##### Records for the task #####

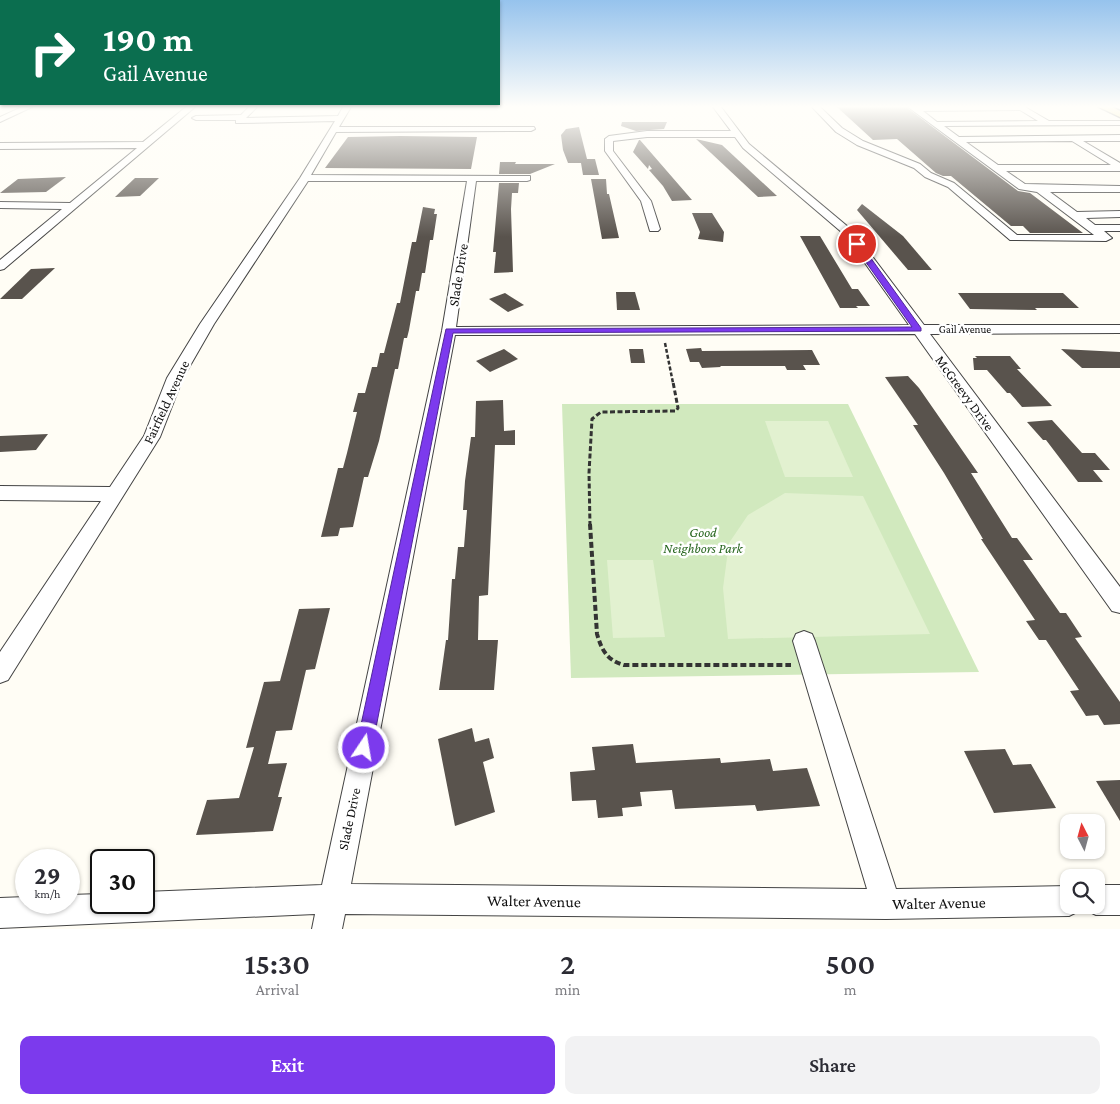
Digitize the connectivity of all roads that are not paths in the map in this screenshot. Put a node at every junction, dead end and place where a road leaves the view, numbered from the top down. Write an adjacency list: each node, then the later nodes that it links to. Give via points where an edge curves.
1 (139, 150): 22 (street)
2 (321, 150): 12 (street, Fairfield Avenue)
3 (609, 150): 27 (street, via 646,201)
4 (751, 150): 30 (street, McGreevy Drive, via 849,234)
5 (878, 150): 25 (street, via 917,166 951,185 1014,238 1106,238)
6 (973, 150): 9 (street)
7 (1092, 150): 8 (street)
8 (1105, 158): 9 (street); 11 (street)
9 (984, 159): 10 (street)
10 (997, 168): 11 (street); 16 (street)
11 (1120, 168)
12 (305, 178): 13 (street); 33 (street, Fairfield Avenue, via 179,370 152,436)
13 (472, 178): 14 (street); 31 (street, Slade Drive)
14 (527, 178)
15 (1060, 178): 16 (street)
16 (1011, 179): 17 (street, via 1022,187)
17 (1040, 189): 18 (street); 19 (street)
18 (1120, 189)
19 (1056, 201): 20 (street); 24 (street)
20 (1074, 201)
21 (0, 205): 22 (street)
22 (72, 206): 28 (street)
23 (1120, 214): 24 (street)
24 (1074, 215): 25 (street)
25 (1093, 228): 26 (street)
26 (1120, 228)
27 (654, 229)
28 (0, 266)
29 (1120, 329): 30 (street, Gail Avenue)
30 (918, 330): 31 (street, Gail Avenue); 34 (street, McGreevy Drive)
31 (449, 331): 37 (street, Slade Drive)
32 (0, 493): 33 (street)
33 (116, 494): 36 (street, Fairfield Avenue)
34 (1120, 604)
35 (804, 641): 41 (street)
36 (0, 672)
37 (333, 899): 41 (street, Walter Avenue); 42 (street, Walter Avenue); 43 (street, Slade Drive)
38 (1105, 900): 39 (street)
39 (1120, 900)
40 (1060, 901): 41 (street, Walter Avenue)
41 (886, 904)
42 (0, 914)
43 (327, 929)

#####

Should a picture appear among the entries, skip it and copy the rest exactly.

Digitize the connectivity of all roads that are not paths in the map in this screenshot. Put a node at every junction, dead end and place where a road leaves the view, numbered from the top down. Write an adjacency list: each node, then the later nodes that it links to. Give via points where an edge curves.
1 (139, 150): 22 (street)
2 (321, 150): 12 (street, Fairfield Avenue)
3 (609, 150): 27 (street, via 646,201)
4 (751, 150): 30 (street, McGreevy Drive, via 849,234)
5 (878, 150): 25 (street, via 917,166 951,185 1014,238 1106,238)
6 (973, 150): 9 (street)
7 (1092, 150): 8 (street)
8 (1105, 158): 9 (street); 11 (street)
9 (984, 159): 10 (street)
10 (997, 168): 11 (street); 16 (street)
11 (1120, 168)
12 (305, 178): 13 (street); 33 (street, Fairfield Avenue, via 179,370 152,436)
13 (472, 178): 14 (street); 31 (street, Slade Drive)
14 (527, 178)
15 (1060, 178): 16 (street)
16 (1011, 179): 17 (street, via 1022,187)
17 (1040, 189): 18 (street); 19 (street)
18 (1120, 189)
19 (1056, 201): 20 (street); 24 (street)
20 (1074, 201)
21 (0, 205): 22 (street)
22 (72, 206): 28 (street)
23 (1120, 214): 24 (street)
24 (1074, 215): 25 (street)
25 (1093, 228): 26 (street)
26 (1120, 228)
27 (654, 229)
28 (0, 266)
29 (1120, 329): 30 (street, Gail Avenue)
30 (918, 330): 31 (street, Gail Avenue); 34 (street, McGreevy Drive)
31 (449, 331): 37 (street, Slade Drive)
32 (0, 493): 33 (street)
33 (116, 494): 36 (street, Fairfield Avenue)
34 (1120, 604)
35 (804, 641): 41 (street)
36 (0, 672)
37 (333, 899): 41 (street, Walter Avenue); 42 (street, Walter Avenue); 43 (street, Slade Drive)
38 (1105, 900): 39 (street)
39 (1120, 900)
40 (1060, 901): 41 (street, Walter Avenue)
41 (886, 904)
42 (0, 914)
43 (327, 929)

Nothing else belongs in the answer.